Philippine lawmaker sees five-year grace period before ore export ban – by Enrico Dela Cruz (Reuters U.S. – September 9, 2014)

MANILA – (Reuters) – A proposed Indonesia-style ban on exports of unprocessed metal ores from the Philippines may not be implemented for about seven years, the proponent of a bill before Congress said on Tuesday, potentially easing pressure on nickel prices.

Congressman Erlpe John Amante said a law aimed at forcing miners to process raw minerals before export could take two years to be enacted, while miners deserved a five-year grace period before mandatory domestic processing took effect.

News last week of the proposed legislation has unsettled the nickel market, which was caught off guard when Indonesia banned nickel ore exports in January. Nickel jumped 7 percent in four sessions to Monday’s close and is up 41 percent this year.

The Philippines currently supplies China with virtually all of the nickel ore that it uses to make nickel pig iron, a raw material used by steelmakers, following the Indonesian ban.

Amante said the Philippines could triple its revenue from mineral exports if his bill, which was filed in July and has been approved at the committee stage in the lower chamber of Congress, becomes law. A matching bill was filed in the upper house Senate in late August.

“We’ve started the ball rolling so I’m very hopeful with the timeline,” he said in an interview with Reuters in his office in Congress, adding that he hoped the bill would become law within two years.

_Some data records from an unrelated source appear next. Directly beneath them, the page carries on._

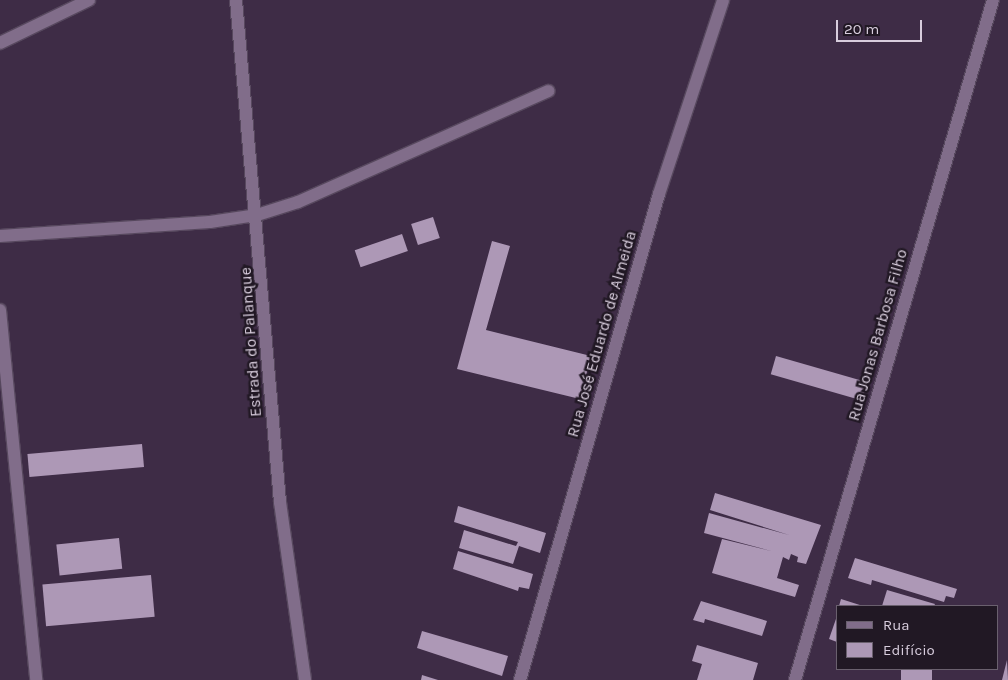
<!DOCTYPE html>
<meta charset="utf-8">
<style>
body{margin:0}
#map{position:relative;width:1008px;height:680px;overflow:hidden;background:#3e2c46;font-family:Karla,sans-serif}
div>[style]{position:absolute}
.building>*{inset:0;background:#ad98b6;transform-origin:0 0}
.roads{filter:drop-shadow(1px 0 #57485e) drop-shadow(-1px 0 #57485e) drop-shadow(0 1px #57485e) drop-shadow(0 -1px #57485e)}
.minor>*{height:12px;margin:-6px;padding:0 6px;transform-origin:6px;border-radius:6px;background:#816d8a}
.tertiary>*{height:12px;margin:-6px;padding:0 6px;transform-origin:6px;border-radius:6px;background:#816d8a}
span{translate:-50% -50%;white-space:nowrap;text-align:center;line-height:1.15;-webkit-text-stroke:5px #211824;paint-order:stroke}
.street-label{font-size:16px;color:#d8cddd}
.legend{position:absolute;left:836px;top:605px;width:162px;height:65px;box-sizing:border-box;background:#211824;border:1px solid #6a606e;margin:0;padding:6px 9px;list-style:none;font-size:15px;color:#d8cddd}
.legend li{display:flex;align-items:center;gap:10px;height:25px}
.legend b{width:25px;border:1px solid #6a606e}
.scale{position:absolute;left:836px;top:20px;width:86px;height:22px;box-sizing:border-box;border:2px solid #d8cddd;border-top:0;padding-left:6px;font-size:15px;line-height:18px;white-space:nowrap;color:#d8cddd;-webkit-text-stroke:4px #211824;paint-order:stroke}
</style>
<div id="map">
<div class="building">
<div style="left:433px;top:217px;width:22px;height:23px;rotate:72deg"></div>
<div style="left:402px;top:234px;width:18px;height:50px;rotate:71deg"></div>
<div style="clip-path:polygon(492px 241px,510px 246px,486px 330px,591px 356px,580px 399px,457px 369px)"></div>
<div style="left:776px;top:356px;width:95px;height:19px;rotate:16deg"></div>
<div style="left:142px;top:444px;width:23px;height:115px;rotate:85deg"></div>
<div style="clip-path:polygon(715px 493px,821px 525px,806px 564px,797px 562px,798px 557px,791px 554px,789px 560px,783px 557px,777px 578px,799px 585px,795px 597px,712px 573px,722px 539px,771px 551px,704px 533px,709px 513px,789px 535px,710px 510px)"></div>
<div style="clip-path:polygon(458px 506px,546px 533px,540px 553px,519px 546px,513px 564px,459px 548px,464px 530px,516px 546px,518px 542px,454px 522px)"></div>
<div style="left:119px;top:538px;width:31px;height:63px;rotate:84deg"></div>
<div style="clip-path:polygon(458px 551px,533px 574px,529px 589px,519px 587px,518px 591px,453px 569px)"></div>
<div style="clip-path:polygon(855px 558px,957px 589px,954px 598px,946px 596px,944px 602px,872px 580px,871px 585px,848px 578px)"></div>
<div style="left:151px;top:575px;width:42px;height:109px;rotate:85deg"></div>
<div style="clip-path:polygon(887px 590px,935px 604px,934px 606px,882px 606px)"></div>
<div style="clip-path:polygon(841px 599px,863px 606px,839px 606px)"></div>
<div style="clip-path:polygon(701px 601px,767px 621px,762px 636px,705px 619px,704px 623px,693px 620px)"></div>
<div style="clip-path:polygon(837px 616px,837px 642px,829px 639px)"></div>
<div style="clip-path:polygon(422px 631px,508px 656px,502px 676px,417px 648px)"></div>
<div style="clip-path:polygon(697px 645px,758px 663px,753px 680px,697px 680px,702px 664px,692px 661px)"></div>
<div style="clip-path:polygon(1007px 660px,1008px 680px,1002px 680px)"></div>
<div style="left:901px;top:669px;width:31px;height:11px"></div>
<div style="clip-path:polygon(422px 675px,438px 680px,421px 680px)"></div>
</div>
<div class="roads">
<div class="minor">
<div style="left:0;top:43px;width:99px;rotate:-25.8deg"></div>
<div style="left:0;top:236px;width:210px;rotate:-3.8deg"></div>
<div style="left:210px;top:222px;width:48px;rotate:-8.5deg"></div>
<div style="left:257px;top:215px;width:43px;rotate:-17.6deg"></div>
<div style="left:298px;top:202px;width:274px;rotate:-23.9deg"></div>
<div style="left:0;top:310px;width:372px;rotate:84.4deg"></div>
<div style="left:520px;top:680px;width:505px;rotate:-74.04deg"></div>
<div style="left:659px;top:194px;width:204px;rotate:-71.7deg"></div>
<div style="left:795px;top:680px;width:708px;rotate:-73.77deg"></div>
</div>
<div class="tertiary">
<div style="left:236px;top:0;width:504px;rotate:84.99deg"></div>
<div style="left:280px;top:502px;width:180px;rotate:82deg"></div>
</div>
</div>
<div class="street-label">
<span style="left:602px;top:334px;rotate:-74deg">Rua José Eduardo de Almeida</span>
<span style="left:878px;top:335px;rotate:-74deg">Rua Jonas Barbosa Filho</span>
<span style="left:251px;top:342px;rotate:-94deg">Estrada do Palanque</span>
</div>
<ul class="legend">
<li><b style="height:6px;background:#816d8a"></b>Rua</li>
<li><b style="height:14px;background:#ad98b6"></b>Edifício</li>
</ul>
<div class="scale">20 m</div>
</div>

The bill, which has government support, does not contain a timeframe for a ban on mineral exports, but Amante said he believed miners should be given a five-year grace period that would be implemented by regulation.

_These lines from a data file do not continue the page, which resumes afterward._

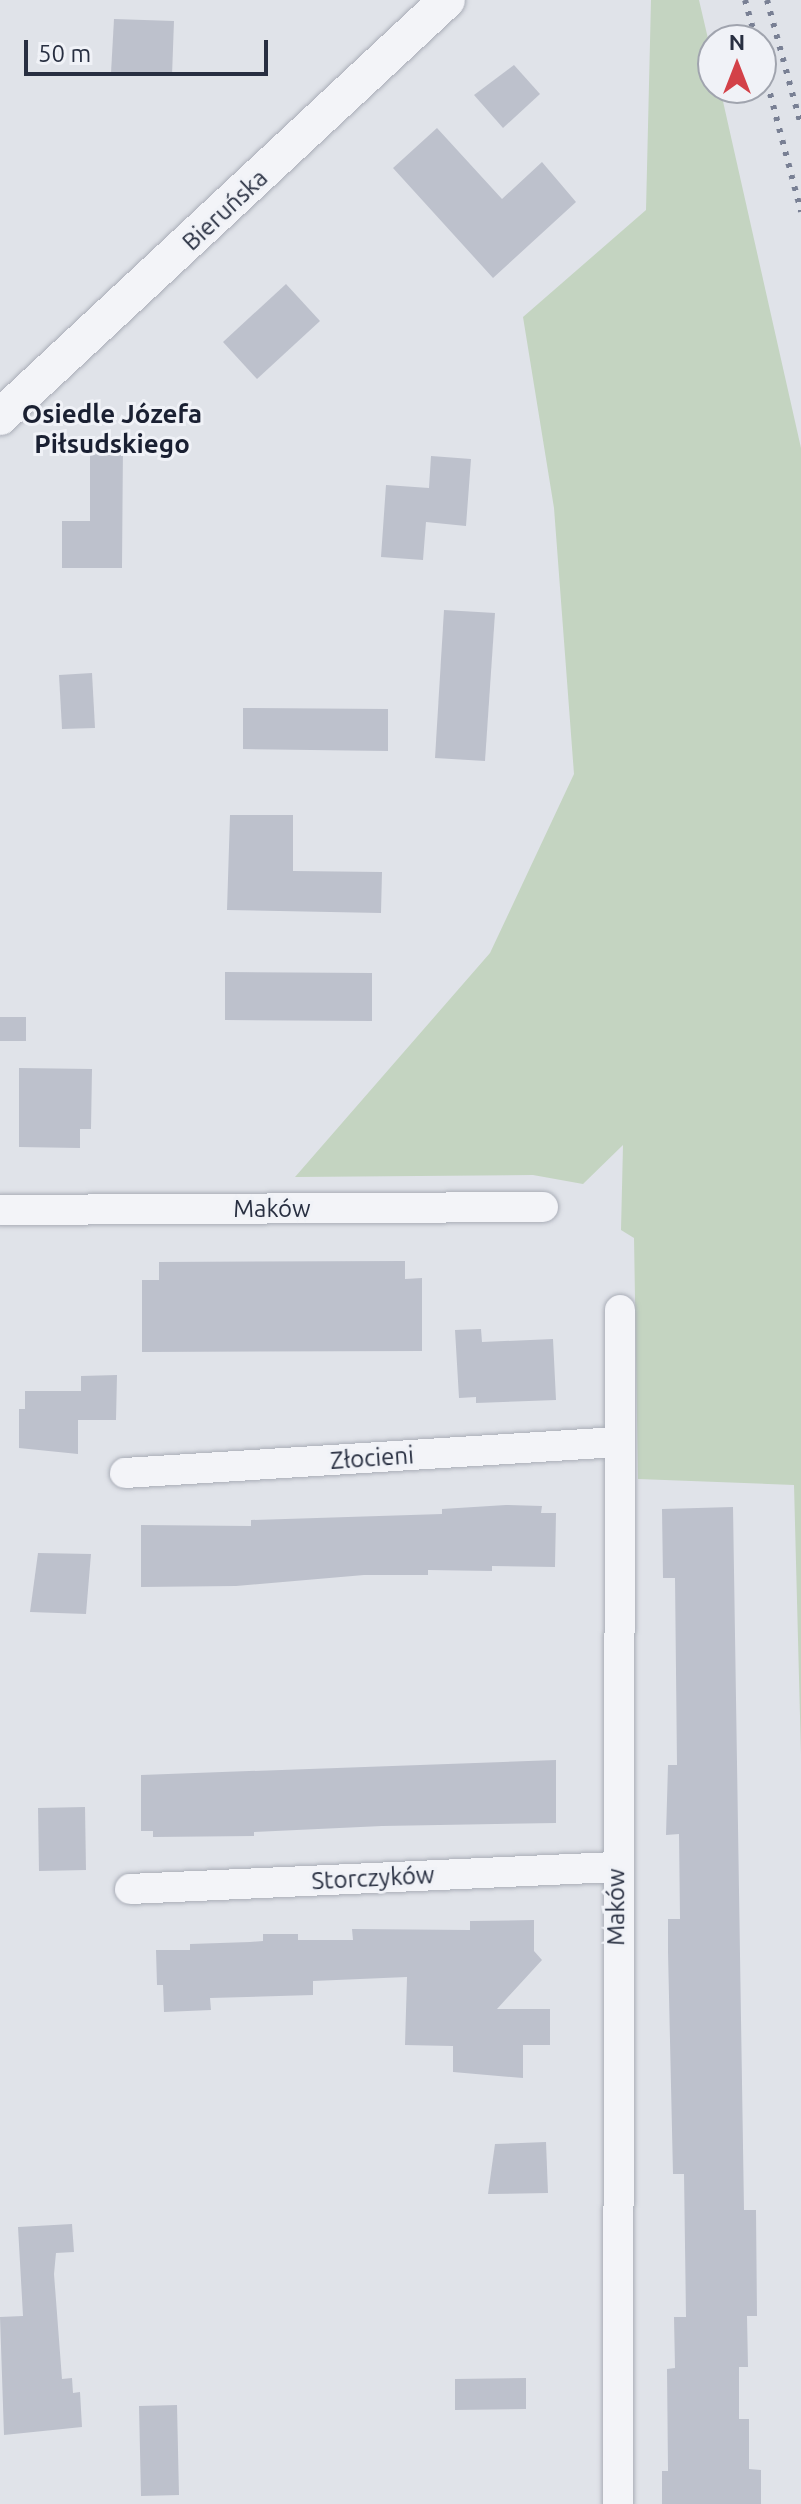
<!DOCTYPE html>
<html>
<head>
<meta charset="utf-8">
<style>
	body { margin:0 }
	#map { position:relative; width:801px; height:2504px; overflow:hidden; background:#e0e3e9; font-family:Ubuntu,sans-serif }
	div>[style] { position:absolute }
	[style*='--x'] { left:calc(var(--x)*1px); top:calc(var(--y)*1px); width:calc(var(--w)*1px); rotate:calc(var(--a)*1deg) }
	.green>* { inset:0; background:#c4d4c1 }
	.building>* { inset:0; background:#bdc1cc }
	.roads { filter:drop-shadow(0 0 2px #a9adb7) drop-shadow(0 0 2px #a9adb7) }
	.minor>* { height:30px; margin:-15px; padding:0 15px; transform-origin:15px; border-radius:15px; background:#f3f4f8 }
	.tertiary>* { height:36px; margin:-18px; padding:0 18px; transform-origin:18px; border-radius:18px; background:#f3f4f8 }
	.rail>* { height:6px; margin-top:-3px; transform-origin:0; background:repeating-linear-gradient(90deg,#798094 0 4px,transparent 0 12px) }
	span { translate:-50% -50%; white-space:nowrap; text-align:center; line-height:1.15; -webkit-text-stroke:6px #f0f2f7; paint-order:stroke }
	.street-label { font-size:24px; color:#282f41 }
	.neighbourhood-label { font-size:26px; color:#1a2032; font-weight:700 }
	.north { position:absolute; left:697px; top:24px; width:80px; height:80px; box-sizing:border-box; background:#f0f2f7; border:2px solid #a0a4ae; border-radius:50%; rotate:0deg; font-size:22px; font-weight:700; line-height:32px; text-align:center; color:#282f41 }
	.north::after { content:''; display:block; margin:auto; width:28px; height:36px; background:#d34148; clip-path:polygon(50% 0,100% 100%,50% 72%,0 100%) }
	.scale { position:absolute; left:24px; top:40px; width:244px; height:36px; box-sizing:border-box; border:4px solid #282f41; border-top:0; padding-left:10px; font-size:24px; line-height:28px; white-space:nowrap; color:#282f41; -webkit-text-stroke:6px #f0f2f7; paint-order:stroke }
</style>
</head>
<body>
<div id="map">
	<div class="green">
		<i style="clip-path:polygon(651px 0,699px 0,713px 60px,713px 88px,720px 88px,801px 448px,801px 1755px,794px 1485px,638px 1479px,634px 1238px,621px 1230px,623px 1145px,583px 1184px,533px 1175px,295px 1177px,490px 953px,574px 774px,554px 508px,523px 317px,646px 210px)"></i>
	</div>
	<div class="building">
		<i style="clip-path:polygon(114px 19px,174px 21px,172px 76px,111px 73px)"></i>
		<i style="clip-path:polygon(514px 65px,540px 94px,503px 128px,474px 95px)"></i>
		<i style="clip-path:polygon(437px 128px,502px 199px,542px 162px,576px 202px,493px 278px,393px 168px)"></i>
		<i style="clip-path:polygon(286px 284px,320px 321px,257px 379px,223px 342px)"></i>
		<i style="clip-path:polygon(90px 444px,123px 444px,122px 568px,62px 568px,62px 521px,90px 521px)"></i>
		<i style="clip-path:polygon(431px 456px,471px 459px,466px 526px,426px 522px,423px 560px,381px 557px,386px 485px,429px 488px)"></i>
		<i style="clip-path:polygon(444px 610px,495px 613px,485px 761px,435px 758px)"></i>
		<i style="clip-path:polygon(92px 673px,95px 728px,62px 729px,59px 675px)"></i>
		<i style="clip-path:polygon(243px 708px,388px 709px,388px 751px,243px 749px)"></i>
		<i style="clip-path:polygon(230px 815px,293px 815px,293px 871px,382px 872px,381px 913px,227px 910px)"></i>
		<i style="clip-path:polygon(225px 972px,372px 973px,372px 1021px,225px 1020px)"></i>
		<i style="clip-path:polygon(0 1017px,26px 1017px,26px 1041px,0 1041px)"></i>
		<i style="clip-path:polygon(19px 1068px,92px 1069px,91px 1129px,80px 1129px,80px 1148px,19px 1147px)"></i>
		<i style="clip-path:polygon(405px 1261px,405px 1279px,422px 1278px,422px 1351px,142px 1352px,142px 1280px,159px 1280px,159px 1262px)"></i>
		<i style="clip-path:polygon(481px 1329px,482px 1342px,553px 1339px,556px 1400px,476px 1403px,476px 1397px,459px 1398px,455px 1330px)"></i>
		<i style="clip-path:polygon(117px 1375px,116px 1420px,78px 1420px,78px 1454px,19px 1448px,19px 1409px,25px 1409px,25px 1391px,81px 1391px,81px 1376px)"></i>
		<i style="clip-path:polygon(506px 1505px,542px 1506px,541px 1513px,556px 1513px,555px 1567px,492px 1566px,492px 1571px,428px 1570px,428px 1575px,364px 1575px,236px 1586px,141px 1587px,141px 1525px,251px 1526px,251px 1520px,442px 1514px,442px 1509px)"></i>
		<i style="clip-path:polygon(733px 1507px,744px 2210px,756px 2210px,757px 2316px,747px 2316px,748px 2367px,739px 2367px,739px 2419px,749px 2419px,749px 2469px,761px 2470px,761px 2504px,662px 2504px,662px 2471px,668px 2471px,667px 2369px,675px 2368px,674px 2317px,686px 2317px,684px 2174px,673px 2174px,668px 1952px,668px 1919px,680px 1919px,679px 1834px,666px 1835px,668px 1765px,677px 1765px,675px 1578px,663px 1578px,662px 1509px)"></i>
		<i style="clip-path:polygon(38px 1553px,91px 1554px,86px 1614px,30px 1612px)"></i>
		<i style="clip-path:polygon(556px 1760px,556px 1823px,382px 1826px,254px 1832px,254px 1836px,153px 1837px,153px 1831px,141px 1831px,141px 1775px)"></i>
		<i style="clip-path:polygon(85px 1807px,86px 1870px,39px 1871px,38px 1808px)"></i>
		<i style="clip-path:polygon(534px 1920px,534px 1951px,542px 1960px,497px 2009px,550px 2009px,550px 2045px,523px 2045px,523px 2078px,453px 2072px,453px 2046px,405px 2045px,407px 1977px,313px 1981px,313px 1995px,210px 1998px,211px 2010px,164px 2012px,163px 1985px,157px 1985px,156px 1950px,190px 1950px,190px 1944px,250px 1942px,263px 1941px,263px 1934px,298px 1934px,298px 1940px,353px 1940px,352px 1929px,470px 1930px,470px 1921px)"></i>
		<i style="clip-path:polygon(546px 2142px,548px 2193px,488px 2194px,495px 2144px)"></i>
		<i style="clip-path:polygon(72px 2224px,74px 2252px,56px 2253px,54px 2274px,62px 2379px,72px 2378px,73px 2393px,80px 2392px,82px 2427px,4px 2435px,0 2317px,23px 2316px,18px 2227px)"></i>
		<i style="clip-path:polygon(526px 2378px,526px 2409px,455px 2410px,455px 2379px)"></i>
		<i style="clip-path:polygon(177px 2405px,179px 2495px,141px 2496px,139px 2406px)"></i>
	</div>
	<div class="roads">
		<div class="minor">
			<i style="--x:0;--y:1210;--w:543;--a:-0.32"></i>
			<i style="--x:125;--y:1473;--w:495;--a:-3.6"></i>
			<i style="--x:130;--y:1889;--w:486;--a:-2.6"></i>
			<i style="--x:618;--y:2504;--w:1194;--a:-89.9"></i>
		</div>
		<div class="tertiary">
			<i style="--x:0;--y:417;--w:611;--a:-43.01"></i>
		</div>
	</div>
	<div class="rail">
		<i style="--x:745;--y:0;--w:41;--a:74.6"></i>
		<i style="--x:767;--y:0;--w:130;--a:74.8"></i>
		<i style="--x:761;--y:59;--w:158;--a:75.3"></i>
	</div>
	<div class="street-label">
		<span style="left:225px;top:210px;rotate:-43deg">Bieruńska</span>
		<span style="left:272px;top:1209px">Maków</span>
		<span style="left:372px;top:1458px;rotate:-4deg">Złocieni</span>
		<span style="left:373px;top:1878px;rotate:-3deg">Storczyków</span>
		<span style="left:616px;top:1907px;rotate:-90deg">Maków</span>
	</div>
	<div class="neighbourhood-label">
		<span style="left:112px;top:429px">Osiedle Józefa<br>Piłsudskiego</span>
	</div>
	<div class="north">N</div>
	<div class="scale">50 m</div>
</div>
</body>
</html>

“I think five years will be fair enough for investors to put up processing plants,” he said.

Indonesia passed similar legislation in 2009 but many miners did not prepare for the ban in the belief that the government would back down.

“If we’re talking about seven years until it is actually implemented, this will certainly take some of the upward pressure out of the nickel price,” said Stephen Briggs, metals analyst with BNP Paribas in London.